Le 9 pluviôse an III (28 janvier 1795), peu avant l'aube, la petite ville de Guémené-sur-Scorff est attaquée par 600 à 1 500 chouans, dont 150 déserteurs, menés par Jean Jan, Pierre Mercier, dit La Vendée et Pierre du Chélas. La ville n'est alors défendue que par 150 à 300 gardes nationaux et grenadiers du 2e bataillon de la 17e demi-brigade.

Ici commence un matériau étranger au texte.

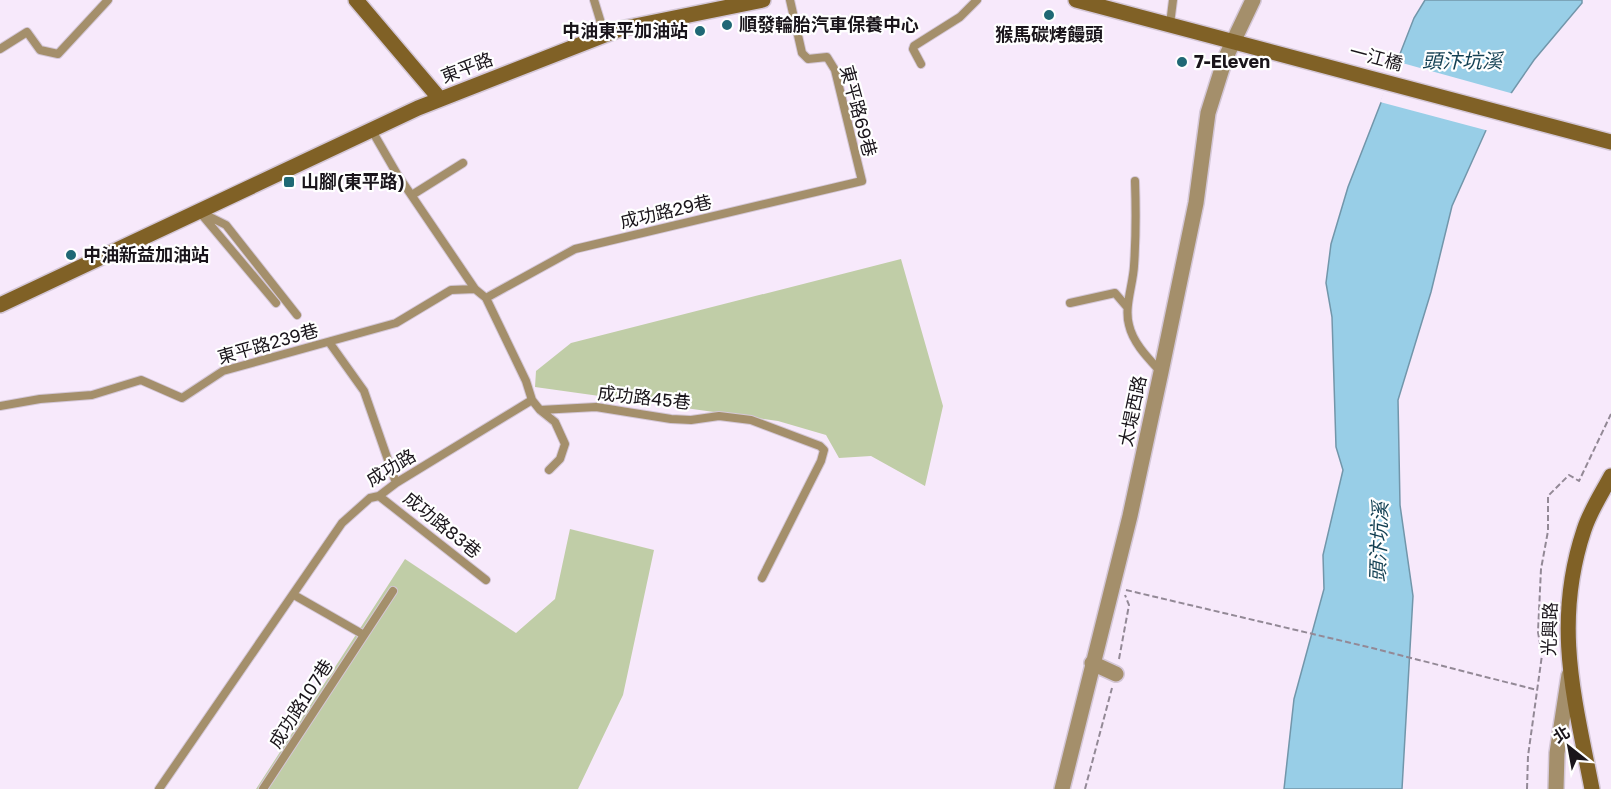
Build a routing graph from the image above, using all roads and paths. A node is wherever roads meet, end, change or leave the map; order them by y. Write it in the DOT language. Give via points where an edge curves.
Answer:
graph roads {
  1 [pos="108,0"];
  2 [pos="356,0"];
  3 [pos="594,0"];
  4 [pos="763,0"];
  5 [pos="790,0"];
  6 [pos="977,0"];
  7 [pos="1076,0"];
  8 [pos="1173,0"];
  9 [pos="1253,0"];
  10 [pos="1170,24"];
  11 [pos="605,36"];
  12 [pos="1235,40"];
  13 [pos="0,49"];
  14 [pos="921,64"];
  15 [pos="440,99"];
  16 [pos="371,129"];
  17 [pos="1611,142"];
  18 [pos="464,163"];
  19 [pos="862,181"];
  20 [pos="1135,181"];
  21 [pos="412,195"];
  22 [pos="200,212"];
  23 [pos="476,289"];
  24 [pos="486,298"];
  25 [pos="276,303"];
  26 [pos="1070,303"];
  27 [pos="0,305"];
  28 [pos="1127,307"];
  29 [pos="297,315"];
  30 [pos="329,342"];
  31 [pos="1161,372"];
  32 [pos="532,400"];
  33 [pos="0,406"];
  34 [pos="540,410"];
  35 [pos="1611,414"];
  36 [pos="549,470"];
  37 [pos="1611,476"];
  38 [pos="396,483"];
  39 [pos="379,496"];
  40 [pos="762,578"];
  41 [pos="486,580"];
  42 [pos="393,591"];
  43 [pos="294,595"];
  44 [pos="364,635"];
  45 [pos="1092,663"];
  46 [pos="1116,674"];
  47 [pos="1569,675"];
  48 [pos="1537,690"];
  49 [pos="159,789"];
  50 [pos="263,789"];
  51 [pos="1062,789"];
  52 [pos="1085,789"];
  53 [pos="1527,789"];
  54 [pos="1556,789"];
  55 [pos="1592,789"];
  1 -- 13 [label="lane" via="58,54 40,50 27,32"];
  2 -- 15 [label="main road"];
  3 -- 11 [label="lane"];
  4 -- 11 [label="main road, 東平路" via="633,26"];
  5 -- 19 [label="lane, 東平路69巷" via="802,53 808,59 827,57 835,70"];
  6 -- 14 [label="lane" via="960,17 914,46"];
  7 -- 10 [label="main road"];
  8 -- 10 [label="lane"];
  9 -- 12 [label="street, 太堤西路"];
  10 -- 12 [label="main road"];
  11 -- 15 [label="main road, 東平路"];
  12 -- 17 [label="main road, 一江橋"];
  12 -- 31 [label="street, 太堤西路" via="1208,113 1196,203"];
  15 -- 16 [label="main road, 東平路"];
  16 -- 21 [label="lane"];
  16 -- 22 [label="main road, 東平路"];
  18 -- 21 [label="lane"];
  19 -- 24 [label="lane, 成功路29巷" via="575,249"];
  20 -- 28 [label="lane" via="1134,266"];
  21 -- 23 [label="lane"];
  22 -- 25 [label="lane"];
  22 -- 27 [label="main road, 東平路"];
  22 -- 29 [label="lane" via="226,225"];
  23 -- 24 [label="lane"];
  23 -- 30 [label="lane, 東平路239巷" via="451,291 396,323"];
  24 -- 32 [label="lane"];
  26 -- 28 [label="lane" via="1114,293"];
  28 -- 31 [label="lane" via="1129,327 1142,352"];
  30 -- 33 [label="lane, 東平路239巷" via="222,371 182,398 141,380 92,395"];
  30 -- 38 [label="lane" via="364,391"];
  31 -- 45 [label="street, 太堤西路" via="1130,516"];
  32 -- 34 [label="lane"];
  32 -- 38 [label="lane, 成功路"];
  34 -- 36 [label="lane" via="555,423 565,444 560,459"];
  34 -- 40 [label="lane, 成功路45巷" via="596,407 671,419 719,416 751,420 820,446 824,450 821,461"];
  35 -- 48 [label="path" via="1579,481 1569,475 1548,496 1548,531 1541,569 1542,655"];
  37 -- 47 [label="main road, 光興路" via="1585,528 1574,568 1566,641"];
  38 -- 39 [label="lane, 成功路"];
  39 -- 41 [label="lane, 成功路83巷"];
  39 -- 43 [label="lane, 成功路" via="370,498 342,523"];
  42 -- 44 [label="lane, 成功路107巷"];
  43 -- 44 [label="lane"];
  43 -- 49 [label="lane, 成功路"];
  44 -- 50 [label="lane, 成功路107巷"];
  45 -- 46 [label="street"];
  45 -- 51 [label="street, 太堤西路"];
  46 -- 48 [label="path" via="1129,605 1123,589"];
  46 -- 52 [label="path"];
  47 -- 54 [label="street" via="1557,753"];
  47 -- 55 [label="main road, 光興路"];
  48 -- 53 [label="path"];
}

À 4 heures du matin, les chouans pénètrent à l'intérieur de la ville. Les défenseurs opposent « une assez vigoureuse résistance » selon les mémoires du chef chouan Alexis Le Louer, mais la ville tombe aux mains des chouans vers 11 heures du matin. Les républicains se dispersent dans les campagnes ou s'enfuient sur Pontivy. Certains se réfugient derrière les murs du château féodal, où ils sont assiégés pendant tout le reste de la journée. À la nuit tombante, le château est finalement pris par les chouans après un combat meurtrier.

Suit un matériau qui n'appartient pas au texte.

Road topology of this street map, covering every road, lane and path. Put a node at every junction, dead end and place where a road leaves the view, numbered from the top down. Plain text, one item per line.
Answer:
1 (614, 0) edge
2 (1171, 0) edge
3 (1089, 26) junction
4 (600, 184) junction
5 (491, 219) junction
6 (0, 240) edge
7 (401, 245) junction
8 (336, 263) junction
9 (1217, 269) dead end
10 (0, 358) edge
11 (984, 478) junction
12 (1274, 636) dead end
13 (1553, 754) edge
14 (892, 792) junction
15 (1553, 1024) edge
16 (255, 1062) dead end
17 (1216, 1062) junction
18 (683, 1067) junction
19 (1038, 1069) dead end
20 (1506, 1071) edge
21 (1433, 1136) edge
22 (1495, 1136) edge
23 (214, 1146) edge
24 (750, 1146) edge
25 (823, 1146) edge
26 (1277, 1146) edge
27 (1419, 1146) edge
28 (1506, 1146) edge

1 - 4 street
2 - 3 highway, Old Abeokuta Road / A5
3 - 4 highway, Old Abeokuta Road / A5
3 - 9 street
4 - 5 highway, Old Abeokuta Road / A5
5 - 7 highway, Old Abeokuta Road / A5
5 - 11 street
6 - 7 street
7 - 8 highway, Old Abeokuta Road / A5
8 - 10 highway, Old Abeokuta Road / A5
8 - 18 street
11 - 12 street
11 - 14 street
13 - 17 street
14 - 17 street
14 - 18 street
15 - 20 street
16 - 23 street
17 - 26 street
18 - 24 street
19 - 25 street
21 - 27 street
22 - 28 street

À six heures, après avoir coupé l'arbre de la liberté, les chouans se retirent de la ville en emportant deux à six canons, ainsi que les munitions de la garnison.

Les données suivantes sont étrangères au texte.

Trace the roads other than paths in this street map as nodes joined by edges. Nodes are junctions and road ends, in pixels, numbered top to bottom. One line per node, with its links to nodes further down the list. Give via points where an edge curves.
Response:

Selon un rapport anonyme rédigé par un officier « chargé de pénétrer, s'il était possible, jusqu'à Guémené », les pertes républicaines sont de trois hommes tués et sept à huit blessés, contre 30 morts et environ 50 blessés du côté des chouans.
Selon un courrier de Robineau, commandant de la garnison de Saint-Brieuc, adressé le 30 janvier au Comité de salut public, un « grand nombre » de républicains a péri lors du combat. Le 15 février, le chef d'état-major de Rennes, Magallon, écrit brièvement au Comité de salut public : « Le cantonnement de Guéméné a été surpris le 29 janvier, huit grenadiers ont été tués ».
Les chouans emportent également 30 prisonniers qui sont relâchés après avoir crié « Vive le roi ! ».
Selon les mémoires du chef chouan Alexis Le Louer, au cours du combat Jean Jan reçoit deux blessures au pied et à la jambe et Mercier manque de peu d'être tué.